Florian Mueller reports on the Oracle vs. Google case that the appeals court agrees with Oracle’s claim that Google violated Oracle’s copyright when it copied large parts of the Java API for Android:
As far as the copyrightability of Oracle’s Java API declaring code is concerned, I would go even further: it’s practically inconceivable that the district court’s non-copyrightability holding will be upheld considering that the circuit judges made perfectly clear that District Judge Alsup confused “fair use” and copyrightability issues and that Google’s whole non-copyrightability theory, which Judge Alsup adopted in its entirety, rests on a complete misreading of two key cases (Sega and Sony).
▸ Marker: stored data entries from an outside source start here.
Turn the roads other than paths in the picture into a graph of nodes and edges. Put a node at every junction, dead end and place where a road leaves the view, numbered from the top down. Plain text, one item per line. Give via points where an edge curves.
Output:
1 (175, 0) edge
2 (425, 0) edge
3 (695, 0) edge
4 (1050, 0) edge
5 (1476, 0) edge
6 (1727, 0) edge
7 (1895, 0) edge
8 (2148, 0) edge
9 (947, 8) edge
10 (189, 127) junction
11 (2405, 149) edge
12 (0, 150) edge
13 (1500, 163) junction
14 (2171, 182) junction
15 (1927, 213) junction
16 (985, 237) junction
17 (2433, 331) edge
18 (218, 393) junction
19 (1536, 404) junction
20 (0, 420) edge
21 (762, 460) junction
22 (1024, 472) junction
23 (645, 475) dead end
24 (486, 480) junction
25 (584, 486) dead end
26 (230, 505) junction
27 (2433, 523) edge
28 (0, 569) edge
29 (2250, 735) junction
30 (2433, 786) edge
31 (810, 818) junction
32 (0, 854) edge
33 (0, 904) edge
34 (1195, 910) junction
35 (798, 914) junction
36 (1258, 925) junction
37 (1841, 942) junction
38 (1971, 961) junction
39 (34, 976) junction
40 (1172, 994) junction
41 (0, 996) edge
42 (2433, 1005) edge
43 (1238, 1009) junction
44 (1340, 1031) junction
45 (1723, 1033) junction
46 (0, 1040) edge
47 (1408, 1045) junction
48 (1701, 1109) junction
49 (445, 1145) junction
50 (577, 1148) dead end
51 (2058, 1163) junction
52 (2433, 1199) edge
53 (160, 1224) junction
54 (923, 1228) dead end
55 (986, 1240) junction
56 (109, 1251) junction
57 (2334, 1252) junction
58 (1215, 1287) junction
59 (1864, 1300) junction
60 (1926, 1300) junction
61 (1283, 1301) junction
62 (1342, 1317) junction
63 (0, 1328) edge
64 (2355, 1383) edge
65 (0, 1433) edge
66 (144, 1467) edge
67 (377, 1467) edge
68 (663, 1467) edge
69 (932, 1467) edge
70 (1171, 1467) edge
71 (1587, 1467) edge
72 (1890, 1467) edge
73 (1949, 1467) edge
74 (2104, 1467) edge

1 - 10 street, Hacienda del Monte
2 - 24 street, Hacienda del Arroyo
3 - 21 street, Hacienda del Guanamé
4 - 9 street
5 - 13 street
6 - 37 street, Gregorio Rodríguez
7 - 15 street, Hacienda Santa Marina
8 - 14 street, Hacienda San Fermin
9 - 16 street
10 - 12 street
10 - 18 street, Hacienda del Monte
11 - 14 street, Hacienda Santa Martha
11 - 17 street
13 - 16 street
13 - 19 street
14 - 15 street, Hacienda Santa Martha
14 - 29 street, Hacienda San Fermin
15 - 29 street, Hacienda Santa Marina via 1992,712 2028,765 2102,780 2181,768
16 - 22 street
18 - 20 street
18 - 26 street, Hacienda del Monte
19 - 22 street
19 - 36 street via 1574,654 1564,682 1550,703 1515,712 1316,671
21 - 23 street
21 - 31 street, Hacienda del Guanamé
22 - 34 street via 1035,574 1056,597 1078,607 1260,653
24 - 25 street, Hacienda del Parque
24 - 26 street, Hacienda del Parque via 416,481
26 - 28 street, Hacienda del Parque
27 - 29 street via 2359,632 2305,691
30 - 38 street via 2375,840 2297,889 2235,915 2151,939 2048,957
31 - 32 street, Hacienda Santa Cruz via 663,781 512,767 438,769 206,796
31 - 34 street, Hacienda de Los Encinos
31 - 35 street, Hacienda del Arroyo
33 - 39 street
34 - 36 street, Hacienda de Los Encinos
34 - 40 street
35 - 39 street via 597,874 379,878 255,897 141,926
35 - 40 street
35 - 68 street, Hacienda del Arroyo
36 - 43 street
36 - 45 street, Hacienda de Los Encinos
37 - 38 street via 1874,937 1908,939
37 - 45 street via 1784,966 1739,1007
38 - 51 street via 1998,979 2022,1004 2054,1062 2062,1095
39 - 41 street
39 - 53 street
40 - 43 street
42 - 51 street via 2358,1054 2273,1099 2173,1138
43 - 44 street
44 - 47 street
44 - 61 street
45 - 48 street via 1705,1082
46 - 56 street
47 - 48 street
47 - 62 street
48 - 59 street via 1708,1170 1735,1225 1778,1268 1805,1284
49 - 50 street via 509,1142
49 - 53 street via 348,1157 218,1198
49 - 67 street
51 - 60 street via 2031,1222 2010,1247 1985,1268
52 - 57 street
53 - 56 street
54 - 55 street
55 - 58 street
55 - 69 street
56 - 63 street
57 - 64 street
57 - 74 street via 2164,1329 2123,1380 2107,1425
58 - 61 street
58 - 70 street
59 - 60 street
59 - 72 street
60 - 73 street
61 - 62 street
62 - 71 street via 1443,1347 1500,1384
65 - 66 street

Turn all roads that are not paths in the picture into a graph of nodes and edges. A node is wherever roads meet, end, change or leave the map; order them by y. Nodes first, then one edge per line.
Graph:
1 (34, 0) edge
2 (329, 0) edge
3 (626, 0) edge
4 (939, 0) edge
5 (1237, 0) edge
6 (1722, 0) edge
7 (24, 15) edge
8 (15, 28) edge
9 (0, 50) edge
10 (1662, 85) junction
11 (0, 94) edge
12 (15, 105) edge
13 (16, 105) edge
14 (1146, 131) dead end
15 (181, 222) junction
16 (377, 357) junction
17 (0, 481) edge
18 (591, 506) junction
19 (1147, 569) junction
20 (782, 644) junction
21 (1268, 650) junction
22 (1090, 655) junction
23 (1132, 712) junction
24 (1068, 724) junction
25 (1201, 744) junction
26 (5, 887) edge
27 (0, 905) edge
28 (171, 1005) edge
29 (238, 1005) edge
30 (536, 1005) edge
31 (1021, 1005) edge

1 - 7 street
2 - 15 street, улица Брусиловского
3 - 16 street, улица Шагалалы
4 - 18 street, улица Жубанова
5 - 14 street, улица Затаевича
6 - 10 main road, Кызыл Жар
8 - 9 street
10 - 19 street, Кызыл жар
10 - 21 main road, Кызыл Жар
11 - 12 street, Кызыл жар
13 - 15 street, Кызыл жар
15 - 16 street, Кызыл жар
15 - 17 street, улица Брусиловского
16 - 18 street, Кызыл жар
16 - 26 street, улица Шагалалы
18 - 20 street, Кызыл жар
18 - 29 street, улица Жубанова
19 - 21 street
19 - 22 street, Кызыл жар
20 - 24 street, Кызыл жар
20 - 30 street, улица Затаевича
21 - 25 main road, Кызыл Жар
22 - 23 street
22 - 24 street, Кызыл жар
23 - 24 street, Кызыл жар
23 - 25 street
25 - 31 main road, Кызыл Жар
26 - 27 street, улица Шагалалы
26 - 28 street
Just to be clear, this is not about outright copying of the Java codebase.1 The judges of the appeals court seem to hold the opinion that the design of the Java API itself—and not just its implementation—is copyrightable, at least in cases where the API in question is substantial enough to be deemed a considerable creative effort, which the Java API undoubtedly is.
To Florian Mueller, this is a good thing:
The fact of the matter is that, unless you’re Google or close to Google, there’s no reason at all to be concerned. On the contrary, it would really have been a threat to software development if the appellate hearing had worked out more favorably for Google because this would have made it very easy for large companies to hijack APIs developed by small, innovative players.
I disagree. What does it even mean to “hijack APIs”? I can’t remember a single case of a large company crushing a small developer solely by copying their innovative API. You don’t lure users away from a platform just by offering the same API. You get users for your API by offering a superior platform.
As long as there is a sufficient creativity threshold, honest software developers are protected, not threatened, by copyright law. They are not threatened because if such code is reasonably creative, none of us will write the same code independently by happenstance: infringement will, in practical terms, require willfulness.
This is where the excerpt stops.